Reviewed by Karyl Davison.
THIS short book is a review itself. Written by Fr Gerald O'Collins SJ, it reviews Philip Pullman's fictional book, The Good Man Jesus and the Scoundrel Christ, also published in 2010.
Pullman's book, it seems, does not doubt the existence of Jesus of Nazareth, nor much of his life or teaching.
The primary issue for O'Collins is how closely the fiction writer, and Pullman in particular, should stick with the textual evidence.
For O'Collins, it is quite okay for novelists to have complete freedom in writing about fictional characters and places.
However, he argues that those novelists who write about well-documented persons in human history should be constrained by the available evidence.
In other words, O'Collins' primary argument is that Pullman's fiction does not sufficiently respect the biblical text.

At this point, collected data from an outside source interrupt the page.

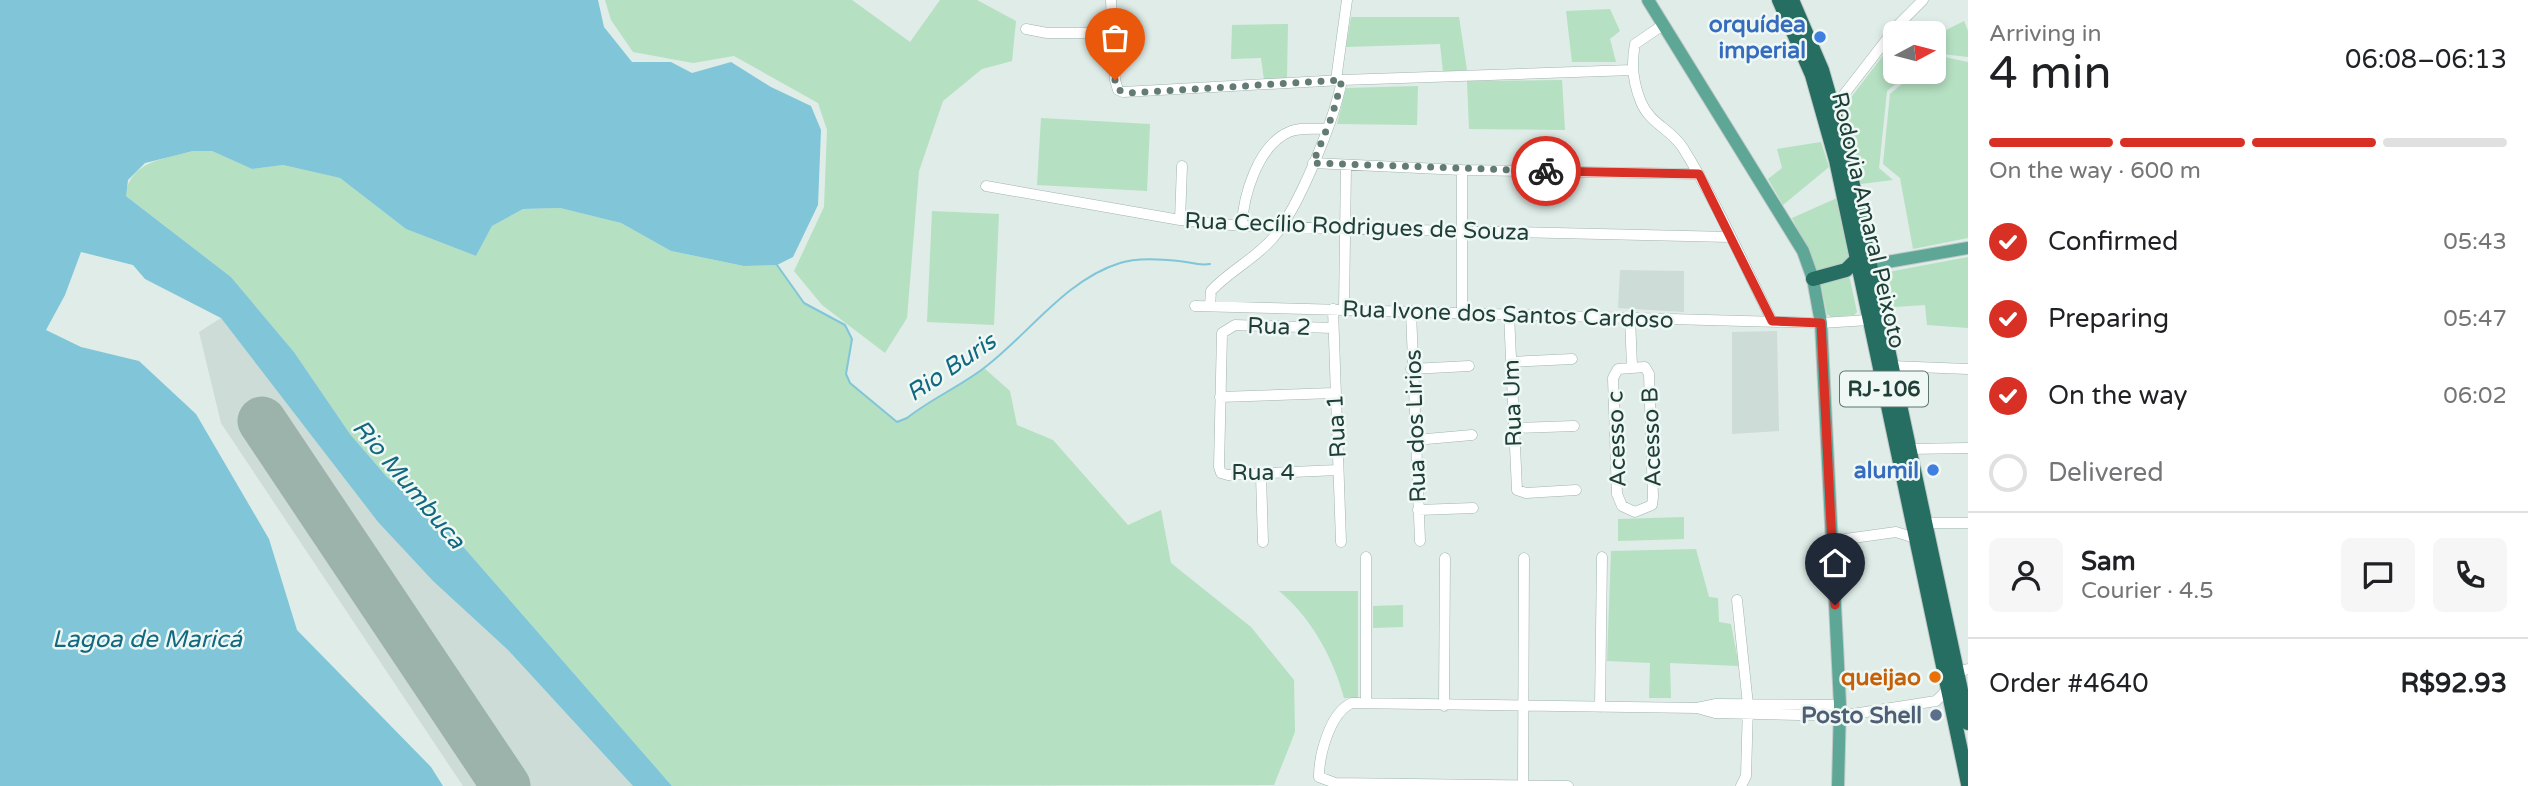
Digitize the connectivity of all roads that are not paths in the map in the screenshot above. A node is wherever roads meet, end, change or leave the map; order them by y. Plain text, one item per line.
1 (1111, 0) edge
2 (1347, 0) edge
3 (1648, 0) edge
4 (1779, 0) edge
5 (1792, 0) edge
6 (1923, 0) edge
7 (1663, 25) junction
8 (1026, 29) dead end
9 (1112, 33) junction
10 (1632, 70) junction
11 (1339, 80) junction
12 (1835, 106) junction
13 (1327, 129) junction
14 (1313, 163) junction
15 (1346, 165) junction
16 (1182, 166) dead end
17 (1462, 170) junction
18 (1699, 174) junction
19 (986, 186) dead end
20 (1180, 220) junction
21 (1242, 226) junction
22 (1281, 227) junction
23 (1345, 228) junction
24 (1462, 229) junction
25 (1730, 237) junction
26 (1968, 248) edge
27 (1863, 263) junction
28 (1814, 279) junction
29 (1195, 306) dead end
30 (1210, 306) junction
31 (1333, 309) junction
32 (1344, 309) junction
33 (1411, 312) junction
34 (1462, 312) junction
35 (1509, 314) junction
36 (1630, 317) junction
37 (1869, 320) junction
38 (1772, 321) junction
39 (1821, 323) junction
40 (1333, 328) junction
41 (1572, 359) dead end
42 (1511, 362) junction
43 (1469, 366) dead end
44 (1891, 366) junction
45 (1632, 367) junction
46 (1411, 369) junction
47 (1968, 369) edge
48 (1334, 393) junction
49 (1220, 397) junction
50 (1574, 426) dead end
51 (1514, 428) junction
52 (1472, 435) dead end
53 (1415, 439) junction
54 (1968, 448) edge
55 (1909, 449) junction
56 (1338, 470) junction
57 (1261, 475) junction
58 (1576, 490) dead end
59 (1622, 506) joint
60 (1473, 508) dead end
61 (1418, 510) junction
62 (1918, 521) junction
63 (1968, 523) edge
64 (1896, 532) junction
65 (1915, 538) junction
66 (1420, 541) dead end
67 (1831, 541) junction
68 (1263, 542) dead end
69 (1342, 542) dead end
70 (1366, 557) dead end
71 (1602, 557) dead end
72 (1444, 558) dead end
73 (1524, 558) dead end
74 (1737, 600) dead end
75 (1963, 671) edge
76 (1947, 690) junction
77 (1366, 703) junction
78 (1444, 705) junction
79 (1522, 706) junction
80 (1600, 707) junction
81 (1748, 709) junction
82 (1840, 711) junction
83 (1968, 723) edge
84 (1968, 784) edge
85 (1523, 785) edge
86 (1567, 786) edge
87 (1741, 786) edge
88 (1838, 786) edge

1 - 9 street
2 - 11 street
3 - 7 main road
4 - 27 highway, Rodovia Amaral Peixoto / RJ-106
5 - 12 highway, Rodovia Amaral Peixoto / RJ-106
6 - 12 street
7 - 10 street
7 - 28 main road
8 - 9 street
9 - 11 street
10 - 11 street
10 - 18 street
11 - 13 street
12 - 27 highway, Rodovia Amaral Peixoto / RJ-106
13 - 14 street
13 - 21 street
14 - 15 street
14 - 22 street
15 - 17 street
15 - 23 street
16 - 20 street
17 - 18 street
17 - 24 street
18 - 25 street
19 - 20 street, Rua Cecílio Rodrigues de Souza
20 - 21 street, Rua Cecílio Rodrigues de Souza
21 - 22 street, Rua Cecílio Rodrigues de Souza
22 - 23 street, Rua Cecílio Rodrigues de Souza
22 - 30 street
23 - 24 street, Rua Cecílio Rodrigues de Souza
23 - 32 street
24 - 25 street, Rua Cecílio Rodrigues de Souza
24 - 34 street
25 - 38 street
26 - 27 main road
27 - 28 highway
27 - 37 highway, Rodovia Amaral Peixoto / RJ-106
27 - 44 highway, Rodovia Amaral Peixoto / RJ-106
28 - 39 main road
29 - 30 street, Rua Ivone dos Santos Cardoso
30 - 31 street, Rua Ivone dos Santos Cardoso
31 - 32 street, Rua Ivone dos Santos Cardoso
31 - 40 street, Rua 1
32 - 33 street, Rua Ivone dos Santos Cardoso
33 - 34 street, Rua Ivone dos Santos Cardoso
33 - 46 street, Rua dos Lirios
34 - 35 street, Rua Ivone dos Santos Cardoso
35 - 36 street, Rua Ivone dos Santos Cardoso
35 - 42 street, Rua Um
36 - 38 street, Rua Ivone dos Santos Cardoso
36 - 45 street
37 - 39 street, Rua Ivone dos Santos Cardoso
37 - 62 highway, Rodovia Amaral Peixoto / RJ-106
38 - 39 street, Rua Ivone dos Santos Cardoso
39 - 67 main road
40 - 48 street, Rua 1
40 - 49 street, Rua 2
41 - 42 street
42 - 51 street, Rua Um
43 - 46 street
44 - 47 street
44 - 55 highway, Rodovia Amaral Peixoto / RJ-106
45 - 59 street, Acesso c
45 - 59 street, Acesso B
46 - 53 street, Rua dos Lirios
48 - 49 street
48 - 56 street, Rua 1
49 - 57 street, Rua 4
50 - 51 street
51 - 58 street, Rua Um
52 - 53 street
53 - 61 street, Rua dos Lirios
54 - 55 street
55 - 62 highway, Rodovia Amaral Peixoto / RJ-106
56 - 57 street, Rua 4
56 - 69 street, Rua 1
57 - 68 street
60 - 61 street
61 - 66 street, Rua dos Lirios
62 - 63 street
62 - 64 street
62 - 65 highway, Rodovia Amaral Peixoto / RJ-106
62 - 75 highway, Rodovia Amaral Peixoto / RJ-106
64 - 65 street
64 - 67 street
65 - 76 highway, Rodovia Amaral Peixoto / RJ-106
67 - 82 main road
70 - 77 street
71 - 80 street
72 - 78 street
73 - 79 street
74 - 81 street
75 - 83 highway, Rodovia Amaral Peixoto / RJ-106
76 - 82 street
76 - 84 highway, Rodovia Amaral Peixoto / RJ-106
77 - 78 street
77 - 85 street
78 - 79 street
79 - 80 street
79 - 85 street
80 - 81 street
81 - 82 street
81 - 82 street
81 - 87 street
82 - 88 main road
85 - 86 street

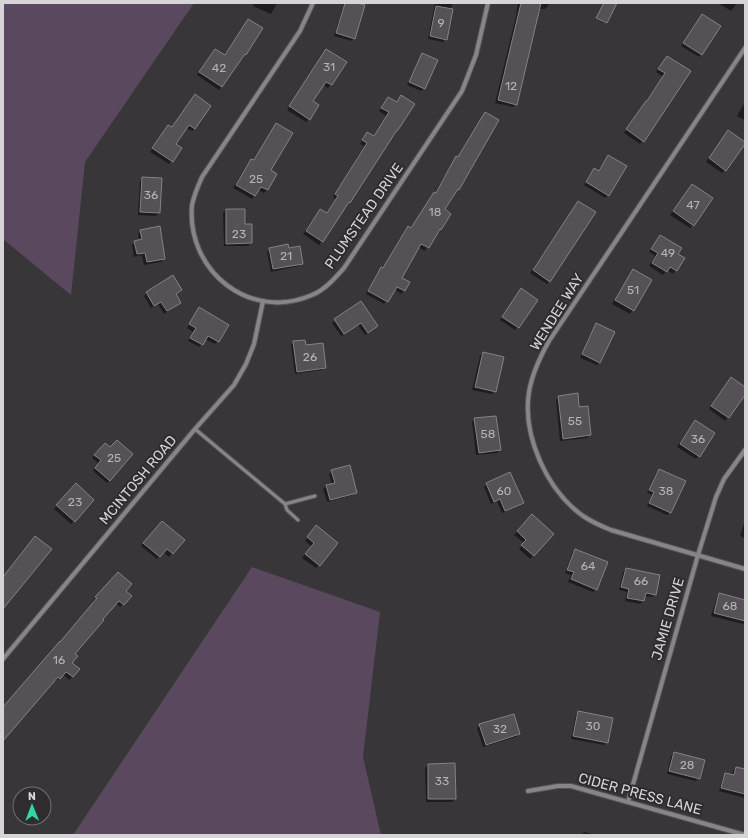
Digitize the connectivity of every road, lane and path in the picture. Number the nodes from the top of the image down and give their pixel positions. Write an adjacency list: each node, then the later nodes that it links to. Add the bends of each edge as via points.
1 (313, 3): 4 (street, PLUMSTEAD DRIVE, via 300,31 202,177 192,204 196,244 207,266 224,284 235,291)
2 (488, 3): 4 (street, PLUMSTEAD DRIVE, via 476,55 462,90 344,268 324,288 312,295 289,301)
3 (745, 48): 10 (street, WENDEE WAY, via 549,341 541,355 529,393 528,420 534,448 554,484 572,507 603,527)
4 (263, 301): 5 (street, MCINTOSH ROAD, via 254,344 246,364 234,385)
5 (195, 429): 8 (lane); 12 (street, MCINTOSH ROAD)
6 (745, 450): 10 (street, JAMIE DRIVE, via 720,487)
7 (315, 496): 8 (lane)
8 (285, 504): 9 (lane, via 287,510)
9 (298, 520)
10 (698, 555): 11 (street, WENDEE WAY); 14 (street, JAMIE DRIVE)
11 (745, 569)
12 (3, 659)
13 (528, 791): 14 (street, CIDER PRESS LANE, via 571,786)
14 (628, 802): 15 (street, CIDER PRESS LANE)
15 (745, 835)

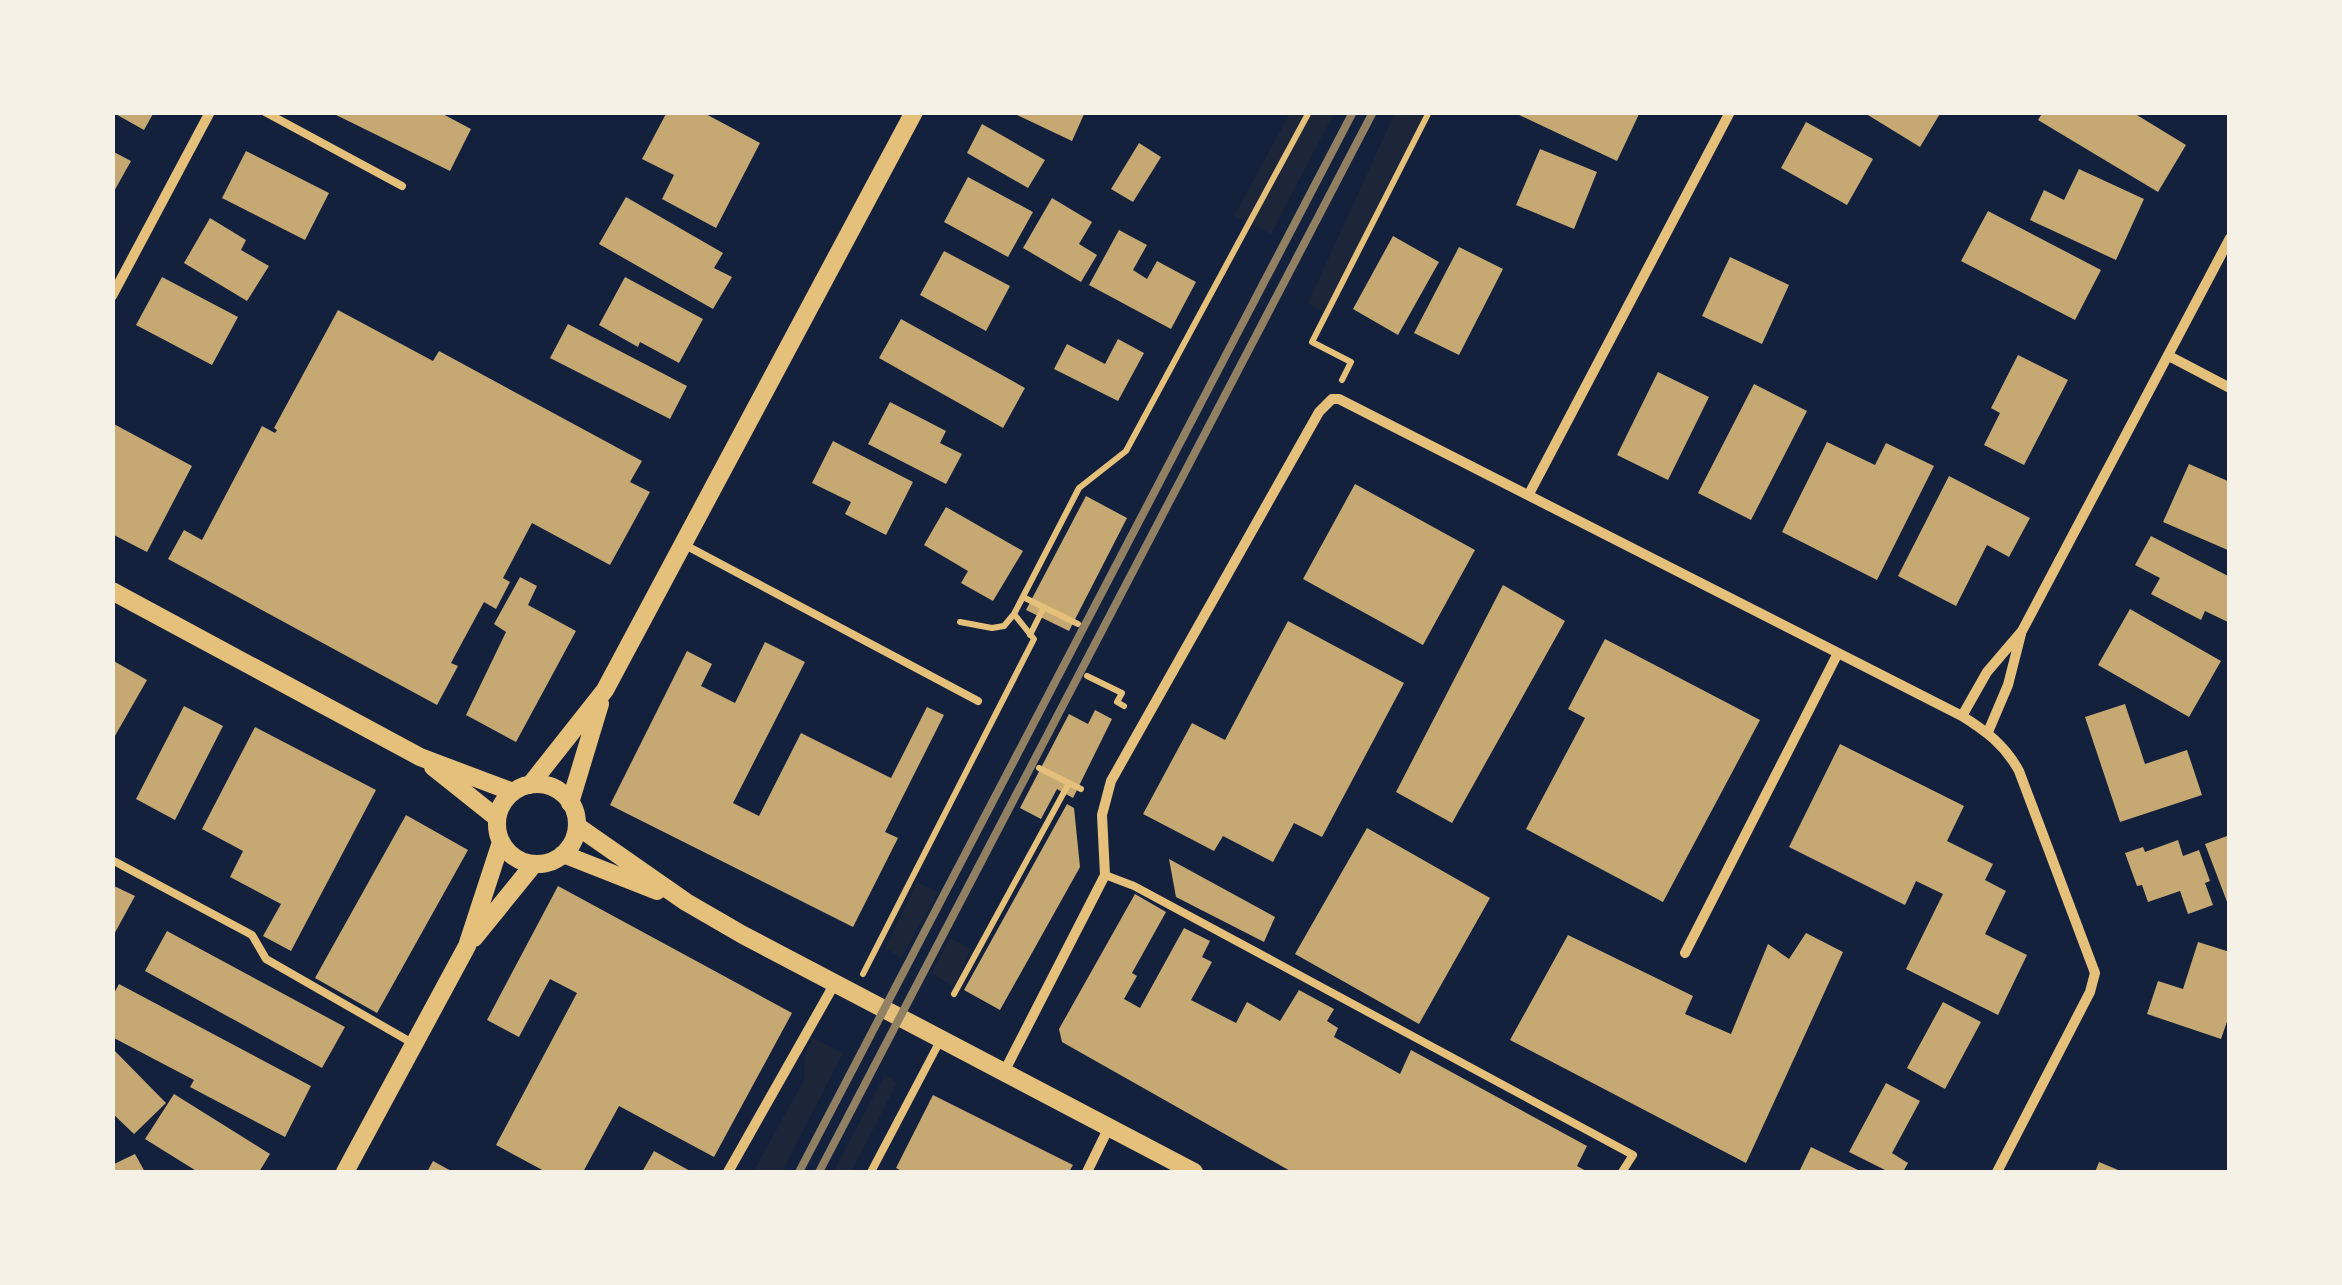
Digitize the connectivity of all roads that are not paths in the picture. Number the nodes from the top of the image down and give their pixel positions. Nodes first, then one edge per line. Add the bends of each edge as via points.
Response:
1 (210, 112) edge
2 (265, 112) edge
3 (914, 112) edge
4 (1730, 112) edge
5 (402, 186) dead end
6 (2230, 238) edge
7 (112, 296) edge
8 (2169, 356) junction
9 (2230, 388) edge
10 (1529, 494) junction
11 (685, 545) junction
12 (112, 591) edge
13 (2022, 631) junction
14 (1838, 653) junction
15 (605, 690) junction
16 (978, 701) dead end
17 (1962, 716) junction
18 (1988, 732) junction
19 (420, 758) junction
20 (522, 788) junction
21 (570, 802) junction
22 (497, 818) junction
23 (576, 826) junction
24 (501, 842) junction
25 (563, 854) junction
26 (112, 860) edge
27 (534, 864) junction
28 (1105, 875) junction
29 (686, 902) junction
30 (467, 946) junction
31 (1684, 953) dead end
32 (835, 984) junction
33 (940, 1039) junction
34 (414, 1044) junction
35 (1004, 1072) junction
36 (1110, 1127) junction
37 (346, 1172) edge
38 (728, 1172) edge
39 (872, 1172) edge
40 (1087, 1172) edge
41 (1194, 1172) edge
42 (1622, 1172) edge
43 (1996, 1172) edge

1 - 7 street
2 - 5 lane
3 - 11 street
4 - 10 street
6 - 8 street
8 - 9 street
8 - 13 street
10 - 14 street
10 - 28 street via 1348,400 1332,399 1111,781 1102,815
11 - 15 street
11 - 16 lane
12 - 19 street
13 - 17 street
13 - 18 street
14 - 17 street
14 - 31 street
15 - 20 street
15 - 21 street
17 - 18 street
18 - 43 street via 2019,770 2094,973
19 - 20 street
19 - 22 street
20 - 21 street via 553,788
20 - 22 street
21 - 23 street
22 - 24 street
23 - 25 street
23 - 29 street
24 - 27 street
24 - 30 street
25 - 27 street
25 - 29 street
26 - 34 lane via 252,934 266,959
27 - 30 street
28 - 35 street
28 - 42 lane via 1633,1154
29 - 32 street
30 - 34 street
32 - 33 street
32 - 38 street
33 - 35 street
33 - 39 lane
34 - 37 street
35 - 36 street
36 - 40 street
36 - 41 street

I suspect that to fully appreciate O'Collins' review, one would need to read the novel in question.
Some key story lines can be gained from Philip Pullman's Jesus.
Mary does give birth to Jesus, but Pullman's Jesus is one of twins.
The younger brother, Christ (the scoundrel), becomes the tempter in the wilderness and ultimately betrays Jesus (the good man) in the garden.
After Jesus' death, Christ impersonates his twin at Emmaus, thus explaining the mysterious appearance of Jesus on the road.
While Pullman seems to have a low regard for the institutional church which colours his novel, the larger question seems to be around the nature of fiction.